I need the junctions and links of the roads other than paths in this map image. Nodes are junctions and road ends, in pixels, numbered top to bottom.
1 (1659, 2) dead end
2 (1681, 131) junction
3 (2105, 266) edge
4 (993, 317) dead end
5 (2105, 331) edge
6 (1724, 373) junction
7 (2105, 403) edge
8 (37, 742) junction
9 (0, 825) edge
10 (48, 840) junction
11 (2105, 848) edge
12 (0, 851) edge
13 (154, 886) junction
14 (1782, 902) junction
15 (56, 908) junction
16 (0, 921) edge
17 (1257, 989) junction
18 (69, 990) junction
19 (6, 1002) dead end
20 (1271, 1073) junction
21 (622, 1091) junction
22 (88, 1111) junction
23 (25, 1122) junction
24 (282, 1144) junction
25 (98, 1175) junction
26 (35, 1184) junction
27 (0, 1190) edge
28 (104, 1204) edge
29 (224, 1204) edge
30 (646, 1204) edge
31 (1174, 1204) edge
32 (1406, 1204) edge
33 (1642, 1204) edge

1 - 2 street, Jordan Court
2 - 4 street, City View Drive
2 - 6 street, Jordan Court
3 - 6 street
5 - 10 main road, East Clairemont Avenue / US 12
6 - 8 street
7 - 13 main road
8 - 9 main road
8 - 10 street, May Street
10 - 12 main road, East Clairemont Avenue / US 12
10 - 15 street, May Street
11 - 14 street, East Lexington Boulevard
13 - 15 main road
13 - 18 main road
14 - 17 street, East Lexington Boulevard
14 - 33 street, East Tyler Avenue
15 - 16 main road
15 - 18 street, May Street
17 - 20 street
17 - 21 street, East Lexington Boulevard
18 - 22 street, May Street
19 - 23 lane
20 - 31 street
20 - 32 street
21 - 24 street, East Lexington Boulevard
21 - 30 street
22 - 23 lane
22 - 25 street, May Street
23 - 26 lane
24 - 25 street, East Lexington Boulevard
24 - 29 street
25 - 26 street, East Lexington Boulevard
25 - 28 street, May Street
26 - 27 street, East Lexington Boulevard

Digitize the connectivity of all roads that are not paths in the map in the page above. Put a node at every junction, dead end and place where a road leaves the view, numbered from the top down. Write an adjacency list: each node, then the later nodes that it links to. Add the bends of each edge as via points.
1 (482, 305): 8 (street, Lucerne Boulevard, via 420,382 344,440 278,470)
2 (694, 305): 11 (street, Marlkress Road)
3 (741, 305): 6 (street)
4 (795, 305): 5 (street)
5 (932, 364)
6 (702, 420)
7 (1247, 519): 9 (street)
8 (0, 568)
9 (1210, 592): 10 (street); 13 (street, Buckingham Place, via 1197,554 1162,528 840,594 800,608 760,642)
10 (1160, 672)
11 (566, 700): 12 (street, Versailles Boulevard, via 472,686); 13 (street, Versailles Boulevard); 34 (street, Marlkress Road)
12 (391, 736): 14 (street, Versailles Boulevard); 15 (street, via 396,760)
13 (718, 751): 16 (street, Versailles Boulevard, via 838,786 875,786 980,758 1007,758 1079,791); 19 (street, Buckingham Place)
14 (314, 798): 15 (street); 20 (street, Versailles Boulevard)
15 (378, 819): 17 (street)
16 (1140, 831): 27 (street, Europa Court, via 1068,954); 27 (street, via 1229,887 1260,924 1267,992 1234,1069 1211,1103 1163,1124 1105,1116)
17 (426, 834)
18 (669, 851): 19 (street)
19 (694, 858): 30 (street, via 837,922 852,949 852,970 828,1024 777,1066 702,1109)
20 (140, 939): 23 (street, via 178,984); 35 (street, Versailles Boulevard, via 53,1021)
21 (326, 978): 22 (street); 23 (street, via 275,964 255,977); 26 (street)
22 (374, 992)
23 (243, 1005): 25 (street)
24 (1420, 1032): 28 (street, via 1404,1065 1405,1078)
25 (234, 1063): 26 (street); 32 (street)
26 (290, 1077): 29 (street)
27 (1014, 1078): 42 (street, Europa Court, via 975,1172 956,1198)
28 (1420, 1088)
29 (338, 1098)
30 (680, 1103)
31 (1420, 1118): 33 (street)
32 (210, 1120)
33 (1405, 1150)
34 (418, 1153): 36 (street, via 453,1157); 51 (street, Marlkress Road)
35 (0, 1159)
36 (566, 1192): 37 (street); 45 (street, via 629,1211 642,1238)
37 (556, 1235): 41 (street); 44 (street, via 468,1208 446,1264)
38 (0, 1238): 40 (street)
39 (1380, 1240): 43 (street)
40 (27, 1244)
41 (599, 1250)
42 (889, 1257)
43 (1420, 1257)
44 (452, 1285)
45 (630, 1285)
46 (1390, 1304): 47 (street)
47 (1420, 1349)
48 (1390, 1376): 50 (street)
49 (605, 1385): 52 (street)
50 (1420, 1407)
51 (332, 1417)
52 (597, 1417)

+ + +

→ Problem to solve
Print all of the entries exactly, leaving nothing out.

→ Finished exercise
I need the junctions and links of the roads other than paths in this map image. Nodes are junctions and road ends, in pixels, numbered top to bottom.
1 (1659, 2) dead end
2 (1681, 131) junction
3 (2105, 266) edge
4 (993, 317) dead end
5 (2105, 331) edge
6 (1724, 373) junction
7 (2105, 403) edge
8 (37, 742) junction
9 (0, 825) edge
10 (48, 840) junction
11 (2105, 848) edge
12 (0, 851) edge
13 (154, 886) junction
14 (1782, 902) junction
15 (56, 908) junction
16 (0, 921) edge
17 (1257, 989) junction
18 (69, 990) junction
19 (6, 1002) dead end
20 (1271, 1073) junction
21 (622, 1091) junction
22 (88, 1111) junction
23 (25, 1122) junction
24 (282, 1144) junction
25 (98, 1175) junction
26 (35, 1184) junction
27 (0, 1190) edge
28 (104, 1204) edge
29 (224, 1204) edge
30 (646, 1204) edge
31 (1174, 1204) edge
32 (1406, 1204) edge
33 (1642, 1204) edge

1 - 2 street, Jordan Court
2 - 4 street, City View Drive
2 - 6 street, Jordan Court
3 - 6 street
5 - 10 main road, East Clairemont Avenue / US 12
6 - 8 street
7 - 13 main road
8 - 9 main road
8 - 10 street, May Street
10 - 12 main road, East Clairemont Avenue / US 12
10 - 15 street, May Street
11 - 14 street, East Lexington Boulevard
13 - 15 main road
13 - 18 main road
14 - 17 street, East Lexington Boulevard
14 - 33 street, East Tyler Avenue
15 - 16 main road
15 - 18 street, May Street
17 - 20 street
17 - 21 street, East Lexington Boulevard
18 - 22 street, May Street
19 - 23 lane
20 - 31 street
20 - 32 street
21 - 24 street, East Lexington Boulevard
21 - 30 street
22 - 23 lane
22 - 25 street, May Street
23 - 26 lane
24 - 25 street, East Lexington Boulevard
24 - 29 street
25 - 26 street, East Lexington Boulevard
25 - 28 street, May Street
26 - 27 street, East Lexington Boulevard

Digitize the connectivity of all roads that are not paths in the map in the page above. Put a node at every junction, dead end and place where a road leaves the view, numbered from the top down. Write an adjacency list: each node, then the later nodes that it links to. Add the bends of each edge as via points.
1 (482, 305): 8 (street, Lucerne Boulevard, via 420,382 344,440 278,470)
2 (694, 305): 11 (street, Marlkress Road)
3 (741, 305): 6 (street)
4 (795, 305): 5 (street)
5 (932, 364)
6 (702, 420)
7 (1247, 519): 9 (street)
8 (0, 568)
9 (1210, 592): 10 (street); 13 (street, Buckingham Place, via 1197,554 1162,528 840,594 800,608 760,642)
10 (1160, 672)
11 (566, 700): 12 (street, Versailles Boulevard, via 472,686); 13 (street, Versailles Boulevard); 34 (street, Marlkress Road)
12 (391, 736): 14 (street, Versailles Boulevard); 15 (street, via 396,760)
13 (718, 751): 16 (street, Versailles Boulevard, via 838,786 875,786 980,758 1007,758 1079,791); 19 (street, Buckingham Place)
14 (314, 798): 15 (street); 20 (street, Versailles Boulevard)
15 (378, 819): 17 (street)
16 (1140, 831): 27 (street, Europa Court, via 1068,954); 27 (street, via 1229,887 1260,924 1267,992 1234,1069 1211,1103 1163,1124 1105,1116)
17 (426, 834)
18 (669, 851): 19 (street)
19 (694, 858): 30 (street, via 837,922 852,949 852,970 828,1024 777,1066 702,1109)
20 (140, 939): 23 (street, via 178,984); 35 (street, Versailles Boulevard, via 53,1021)
21 (326, 978): 22 (street); 23 (street, via 275,964 255,977); 26 (street)
22 (374, 992)
23 (243, 1005): 25 (street)
24 (1420, 1032): 28 (street, via 1404,1065 1405,1078)
25 (234, 1063): 26 (street); 32 (street)
26 (290, 1077): 29 (street)
27 (1014, 1078): 42 (street, Europa Court, via 975,1172 956,1198)
28 (1420, 1088)
29 (338, 1098)
30 (680, 1103)
31 (1420, 1118): 33 (street)
32 (210, 1120)
33 (1405, 1150)
34 (418, 1153): 36 (street, via 453,1157); 51 (street, Marlkress Road)
35 (0, 1159)
36 (566, 1192): 37 (street); 45 (street, via 629,1211 642,1238)
37 (556, 1235): 41 (street); 44 (street, via 468,1208 446,1264)
38 (0, 1238): 40 (street)
39 (1380, 1240): 43 (street)
40 (27, 1244)
41 (599, 1250)
42 (889, 1257)
43 (1420, 1257)
44 (452, 1285)
45 (630, 1285)
46 (1390, 1304): 47 (street)
47 (1420, 1349)
48 (1390, 1376): 50 (street)
49 (605, 1385): 52 (street)
50 (1420, 1407)
51 (332, 1417)
52 (597, 1417)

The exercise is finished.